1. Review of the Lumbar Spine Surgery Doctor's Orders, dated 12/1/10 and timed 1:40 P.M. indicated that vital signs and pulse oximetry were ordered to be taken upon arrival to the unit, every hour times 2, every 2 hours times 2, and every 4 hours times 24 hours.

Review of medical record documentation indicated that Patient #1 was transferred to the Medical/Surgical Unit at approximately 8:00 P.M.

Review of electronic nursing documentation, dated 12/1/10 and 12/2/10, indicated that vital signs and pulse oximetry were taken/documented at approximately 8:15 P.M. and 11:49 P.M. on 12/1/10. On 12/2/10 vital signs and pulse oximetry were taken at approximately 3:48 A.M., 6:21 A.M., 7:00 A.M. 11:00 A.M., 3:20 A.M., 6:15 P.M., and 7:10 P.M.

The nursing staff did not take Patient #1's vital signs and pulse oximetry as ordered.

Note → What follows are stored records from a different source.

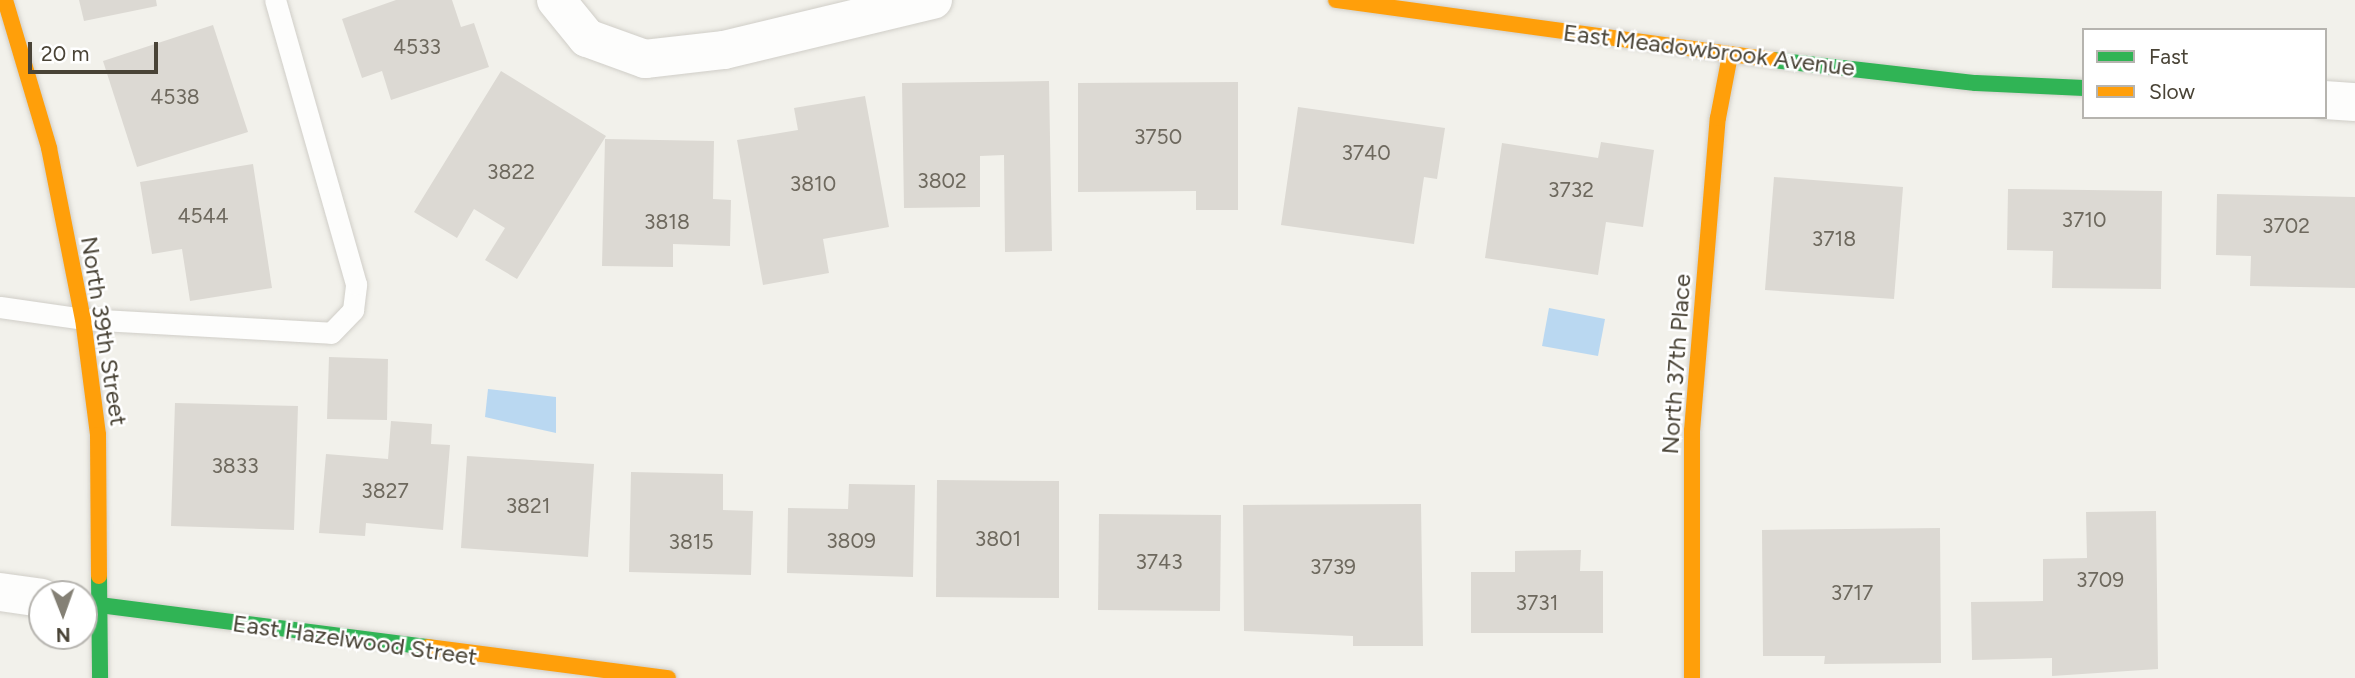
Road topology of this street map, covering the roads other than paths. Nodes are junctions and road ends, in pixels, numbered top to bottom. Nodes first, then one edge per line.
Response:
1 (5, 0) edge
2 (275, 0) edge
3 (556, 0) edge
4 (933, 0) edge
5 (1336, 0) edge
6 (1730, 55) junction
7 (2082, 88) edge
8 (2327, 100) edge
9 (2355, 102) edge
10 (0, 307) edge
11 (83, 319) junction
12 (93, 580) edge
13 (0, 592) edge
14 (28, 596) edge
15 (98, 605) edge
16 (97, 650) edge
17 (100, 678) edge
18 (668, 678) edge
19 (1692, 678) edge

1 - 11 street, North 39th Street
2 - 11 lane
3 - 4 street
5 - 6 street, East Meadowbrook Avenue
6 - 7 street, East Meadowbrook Avenue
6 - 19 street, North 37th Place
8 - 9 street
10 - 11 lane
11 - 12 street, North 39th Street
13 - 14 street
15 - 18 street, East Hazelwood Street
16 - 17 street, North 39th Street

2. Review of nursing documentation, dated 12/1/10 and 12/2/10, indicated the following:
> vital signs taken at 8:15 P.M. on 12/1/10 indicated that Patient #1 was receiving 4 liters of oxygen via nasal cannula.
> vital signs taken at 3:48 A.M. on 12/2/10 indicated that Patient #1 was receiving 2 liters of oxygen via nasal cannula.

Review of admission physician orders, dated 12/1/10, indicated there was no order for oxygen administration once Patient #1 was admitted to the Medical/Surgical Unit.

3. Medical record documentation indicated that on 12/1/10 Patient #1 had an elective laminectomy and spinal fusion. Patient #1 was then admitted to the Medical/Surgical Unit for monitoring.

Physician's Orders, dated 12/1/10, indicated that the following was ordered for pain management:
> Acetaminophen 650 milligrams (mg) every 4 hours as needed by mouth for mild pain rated as 1-3 (the patient rates their level of pain on a scale of 1-10 with 0 representing no pain and 10 representing the worst possible pain);
>Vicodin 1-2 tablets every 4 hours as needed by mouth for mild pain (1-3) and 2 tablets for moderate pain (4-6);
>Percocet 1 tablet by mouth as needed for moderate pain (4-6) and 2 tablets for severe pain (7-10), and
>Dilaudid 1-2 mg (narcotic analgesic used for moderate to severe pain; normal dose ranges are 1-4 mg every 4-6 hours as needed; side effects include sedation, hypotension, respiratory depression, and nausea/vomiting) intravenous every 3 hours as needed for severe pain (7-10).

Review of the electronic Medication Administration record, dated 12/1/10 and 12/2/10, indicated that

On 12/2/10 Dilaudid 2 mg was administered at approximately 10:29 A.M. for pain rated as 6/10.

On 12/2/10 Percocet 2 tablets were administered at approximately 12:49 P.M. for pain rated as 5/10.

On 12/2/10 Dilaudid 2 mg was administered at 3:17 P.M. for pain rated as 6/10.

On 12/2/10 Vicodin 2 tablets were administered at 4:50 P.M. for pain rated as 7/10.